著者: Tianhao Zang, Zihan Liu, Shanze Wang, Liyou Luo, Xingjian Xie, Chengtai Li, Wei Zhang

分類: cs.RO

原文アブストラクト

In this paper, we present a Goal-Aware Uncertainty-Guided Exploration (GAUGE) framework for planner-conditioned active calibration of opaque quadruped velocity interfaces. Commercial quadrupeds commonly expose planar-velocity commands, but the underlying locomotion controller remains inaccessible and can produce systematic discrepancies between commanded and realized motion. A navigation planner typically uses a structured subset of the command envelope. GAUGE maintains a Bayesian command-to-motion model and selects authorized trials according to their expected reduction of posterior epistemic uncertainty under the planner-induced command distribution.
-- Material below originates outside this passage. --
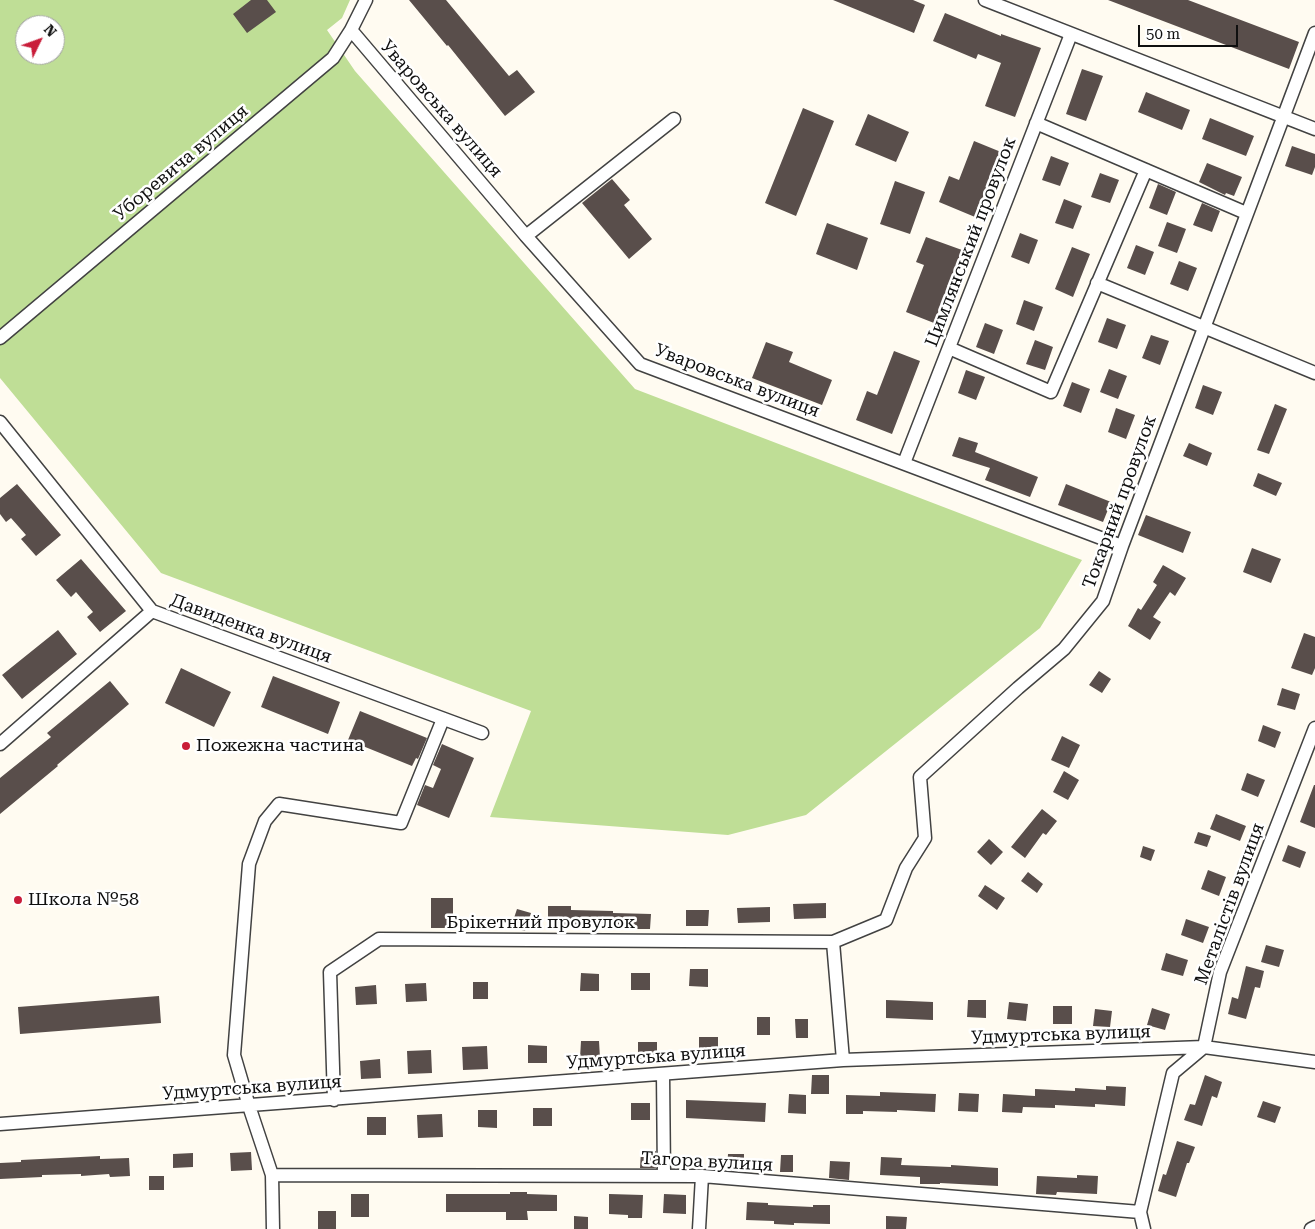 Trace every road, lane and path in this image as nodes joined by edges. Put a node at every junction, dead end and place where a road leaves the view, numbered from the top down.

The resulting posterior supports validation-based stopping, bounded inverse compensation, and task-relevant recalibration after detected interface shifts. In three controlled response families, GAUGE reaches the joint criterion for task-facing accuracy and uncertainty with fewer trials than passive, D-optimal, and task-agnostic alternatives. Across six held-out Isaac Sim navigation maps, it meets the declared noninferiority margins against dense calibration. Code is available at https://github.com/EurekaZang/CalibAgent.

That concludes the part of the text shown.